I felt like a boss whenever I walked in with a month’s-worth of shopping. I was like a soaring bubble when I handed mom paid receipts of the water and power bills. Sometimes I felt like I could go around town and give every beggar a bit of cash. The novelty of it all was exciting, but it would quickly be dampened once mom found out Mike was 18 years older than me.
But I’ll never forget that first date. Mike and I talked like old friends, and he made me laugh. We were untouched by the babble of voices around us, and the jingle of glasses. The world simply fell away.
He was kind to the waiters. He tipped them. He said ‘please’ and ‘thank you’, and I thought this was how peop le felt in the company of saints. Not that Mike was a saint, but his presence felt as distinct as a flame leaping up a dark room.
He told me about the kids. You could see that they were his best friends. There was just something in the way he talked about them. And for the first time I started to wonder how motherhood would feel like.

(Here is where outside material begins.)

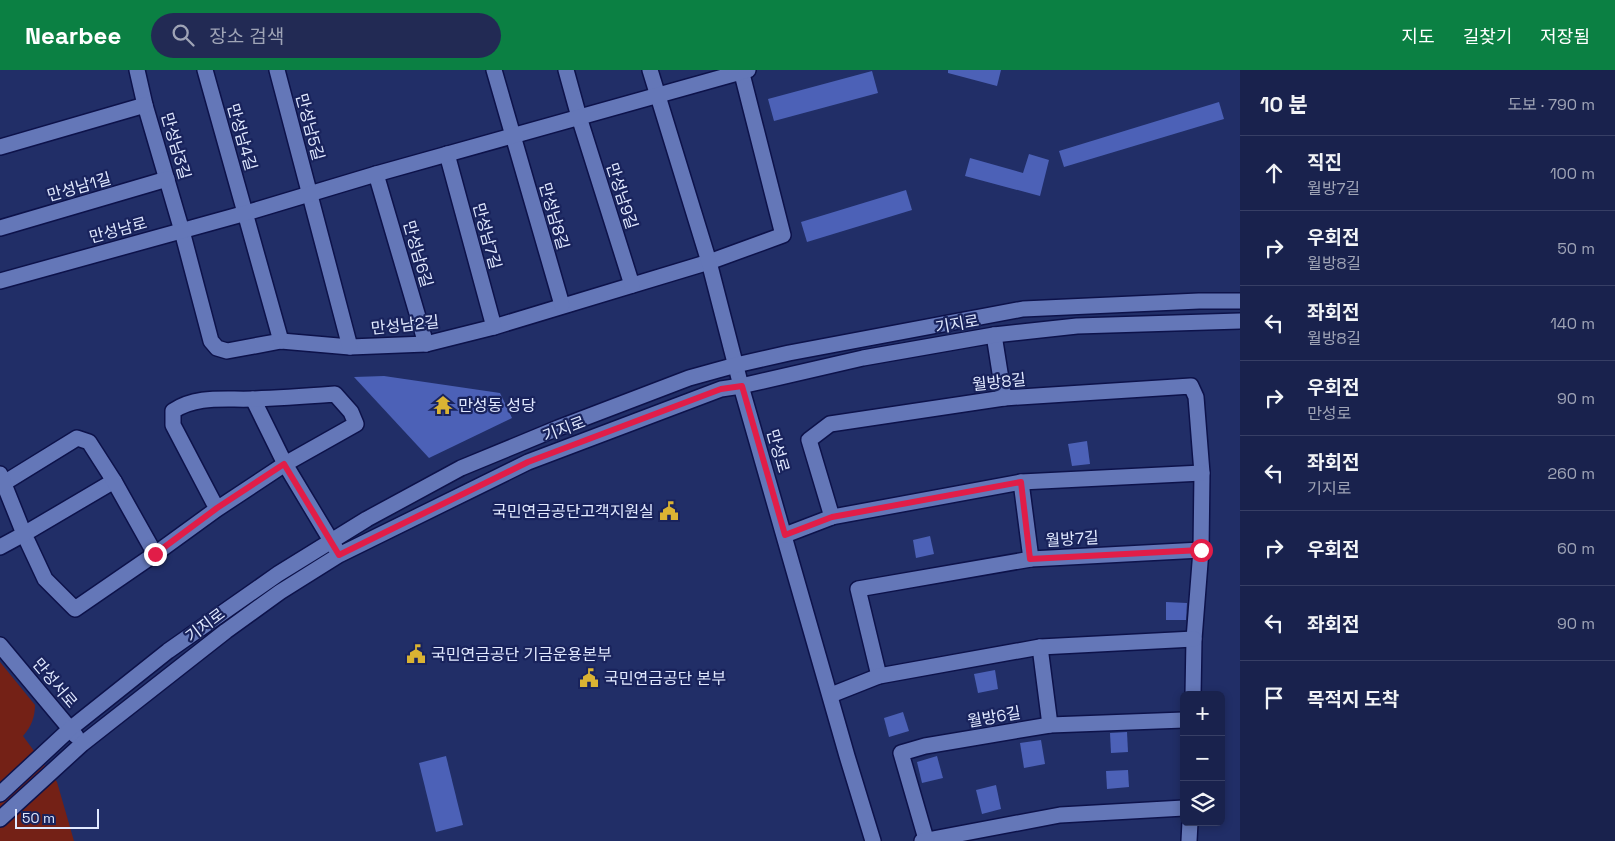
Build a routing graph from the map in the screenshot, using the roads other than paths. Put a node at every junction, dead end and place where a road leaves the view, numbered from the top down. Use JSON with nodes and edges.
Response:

We went on a few more dates after that. Mike was my kind of guy, really. He was genuine, with a nice heart. I decided I’d settle down, how hard could it be??
Mom wasn’t too hot about the relationship. Nobody was. My family just couldn’t get it. My friends thought I was making a big mistake. But I stood my ground. It was the first time I was going against mom’s wishes. But this was the man I loved, and I was going to devote my life to him.

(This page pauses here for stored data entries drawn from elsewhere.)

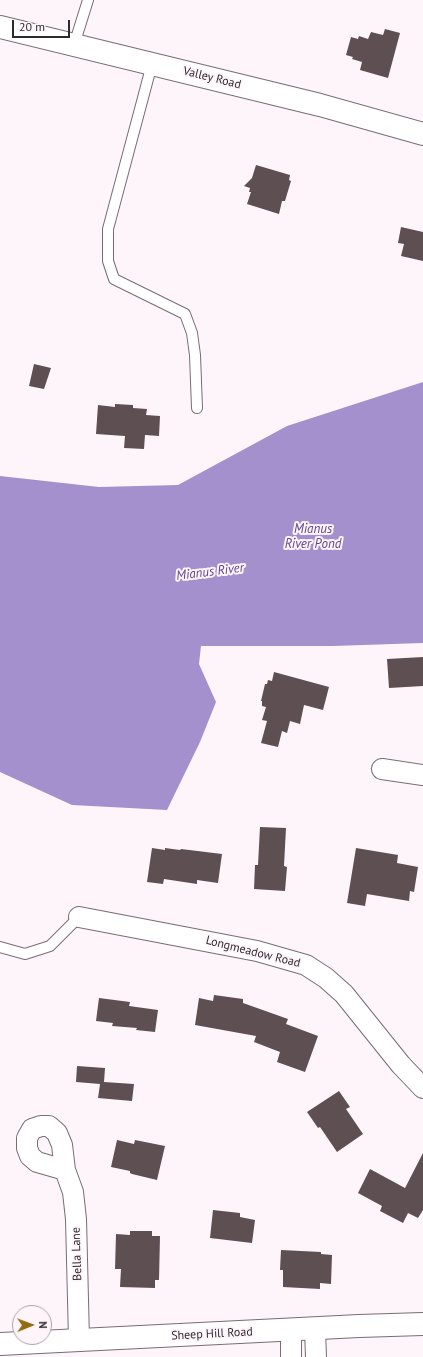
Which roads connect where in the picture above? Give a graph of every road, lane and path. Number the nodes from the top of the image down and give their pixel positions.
1 (88, 0) edge
2 (0, 27) edge
3 (74, 44) junction
4 (152, 64) junction
5 (423, 134) edge
6 (197, 408) dead end
7 (382, 769) dead end
8 (423, 775) edge
9 (79, 917) joint
10 (0, 947) edge
11 (423, 1088) edge
12 (65, 1170) dead end
13 (423, 1324) edge
14 (315, 1329) junction
15 (291, 1330) junction
16 (79, 1340) junction
17 (0, 1344) edge
18 (291, 1357) edge
19 (316, 1357) edge

1 - 3 lane
2 - 3 main road, Valley Road
3 - 4 main road, Valley Road
4 - 5 main road, Valley Road
4 - 6 lane
7 - 8 street
9 - 10 lane
9 - 11 street, Longmeadow Road
12 - 16 street, Bella Lane
13 - 14 main road, Sheep Hill Road
14 - 15 main road, Sheep Hill Road
14 - 19 street
15 - 16 main road, Sheep Hill Road
15 - 18 street
16 - 17 main road, Sheep Hill Road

It took mom a long time before she accepted the relationship. She didn’t talk to me for a month after I moved out, which was really tough. I felt like no one understood.
Incidentally, Mike and mom are now such good friends.
Ours was a mature kind of romance, nothing you’d see on your typical Rom-Com, where the guy chases down a car or a train, running to some dreary opera music with his shirt button open.
There was no spontaneity, ati sijui road trips and what not. At first I felt like I was missing out, being so young and all, but Mike always gave me a reason to stay.
So now I had my digs in Westy. We no longer had to go out. It didn’t make much sense anyway, because after work we’d be exhausted. Sometimes when we went out I’d catch him dozing off. I thought he looked so cute, sitting there pretending to be alert. And even then he had to plan for someone to look after the kids.
We got into a routine:
He’d take the kids to school, pick me up from home, and then drop me off at work. Evenings he’d be home early, to have dinner with the kids and tuck them into bed. Then he’d come over for a few hours, before going back home to sleep, ready to repeat the following morning.
By the time he’d get to my place he’d be bone-tired. Other times he’d just black out on the sofa. And then at 2am I’d to wake him up to go home to the children. I never wanted them to ever wake up one morning and find him not at home; I thought they had already lost enough.
I was a big girl anyway; I could take care of myself.
I truly admired his resolve.
The house gave us a chance to understand each other’s world. And nights I’d cook for him. Back then there was a magazine called Tupike. (They should bring it back, by the way). I’d try out the recipes and test them on Mike. I make a mean soufflé.
Mike would sweep his plate clean, never mind that he’d already had dinner. We added a lot of weight. Don’t judge us. We loved food, and we were in love.
Dating Mike taught me how to be calm, and not to over-react to things. There were no dramatic events or any major fights. There was already enough drama around us, four of them, and I couldn’t have it any other way. Well, now there are six of them.